**WHAT IS NEEDED**
Produce a verbatim transcription of all records.

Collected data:
+++

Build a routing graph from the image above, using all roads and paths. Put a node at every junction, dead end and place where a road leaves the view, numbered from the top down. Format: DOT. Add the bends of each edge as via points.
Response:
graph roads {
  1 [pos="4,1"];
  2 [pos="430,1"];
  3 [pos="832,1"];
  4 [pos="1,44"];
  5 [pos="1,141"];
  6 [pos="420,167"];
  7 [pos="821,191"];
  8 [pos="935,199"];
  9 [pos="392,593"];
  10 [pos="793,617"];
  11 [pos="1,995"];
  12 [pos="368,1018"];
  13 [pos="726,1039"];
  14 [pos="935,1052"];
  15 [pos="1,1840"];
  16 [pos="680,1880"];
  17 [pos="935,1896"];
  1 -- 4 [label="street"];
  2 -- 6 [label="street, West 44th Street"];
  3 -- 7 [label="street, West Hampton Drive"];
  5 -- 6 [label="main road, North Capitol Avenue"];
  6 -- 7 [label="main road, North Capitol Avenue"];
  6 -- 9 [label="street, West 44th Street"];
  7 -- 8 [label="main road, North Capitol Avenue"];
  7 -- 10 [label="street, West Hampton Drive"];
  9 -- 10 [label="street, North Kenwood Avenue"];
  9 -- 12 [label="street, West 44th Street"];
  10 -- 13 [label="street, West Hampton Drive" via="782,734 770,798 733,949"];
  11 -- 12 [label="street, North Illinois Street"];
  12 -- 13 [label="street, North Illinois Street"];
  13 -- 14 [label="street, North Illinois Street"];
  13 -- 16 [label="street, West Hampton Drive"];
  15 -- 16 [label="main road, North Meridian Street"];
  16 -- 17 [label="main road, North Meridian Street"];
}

+++

**EXERCISE SOLUTION**
Build a routing graph from the image above, using all roads and paths. Put a node at every junction, dead end and place where a road leaves the view, numbered from the top down. Format: DOT. Add the bends of each edge as via points.
Response:
graph roads {
  1 [pos="4,1"];
  2 [pos="430,1"];
  3 [pos="832,1"];
  4 [pos="1,44"];
  5 [pos="1,141"];
  6 [pos="420,167"];
  7 [pos="821,191"];
  8 [pos="935,199"];
  9 [pos="392,593"];
  10 [pos="793,617"];
  11 [pos="1,995"];
  12 [pos="368,1018"];
  13 [pos="726,1039"];
  14 [pos="935,1052"];
  15 [pos="1,1840"];
  16 [pos="680,1880"];
  17 [pos="935,1896"];
  1 -- 4 [label="street"];
  2 -- 6 [label="street, West 44th Street"];
  3 -- 7 [label="street, West Hampton Drive"];
  5 -- 6 [label="main road, North Capitol Avenue"];
  6 -- 7 [label="main road, North Capitol Avenue"];
  6 -- 9 [label="street, West 44th Street"];
  7 -- 8 [label="main road, North Capitol Avenue"];
  7 -- 10 [label="street, West Hampton Drive"];
  9 -- 10 [label="street, North Kenwood Avenue"];
  9 -- 12 [label="street, West 44th Street"];
  10 -- 13 [label="street, West Hampton Drive" via="782,734 770,798 733,949"];
  11 -- 12 [label="street, North Illinois Street"];
  12 -- 13 [label="street, North Illinois Street"];
  13 -- 14 [label="street, North Illinois Street"];
  13 -- 16 [label="street, West Hampton Drive"];
  15 -- 16 [label="main road, North Meridian Street"];
  16 -- 17 [label="main road, North Meridian Street"];
}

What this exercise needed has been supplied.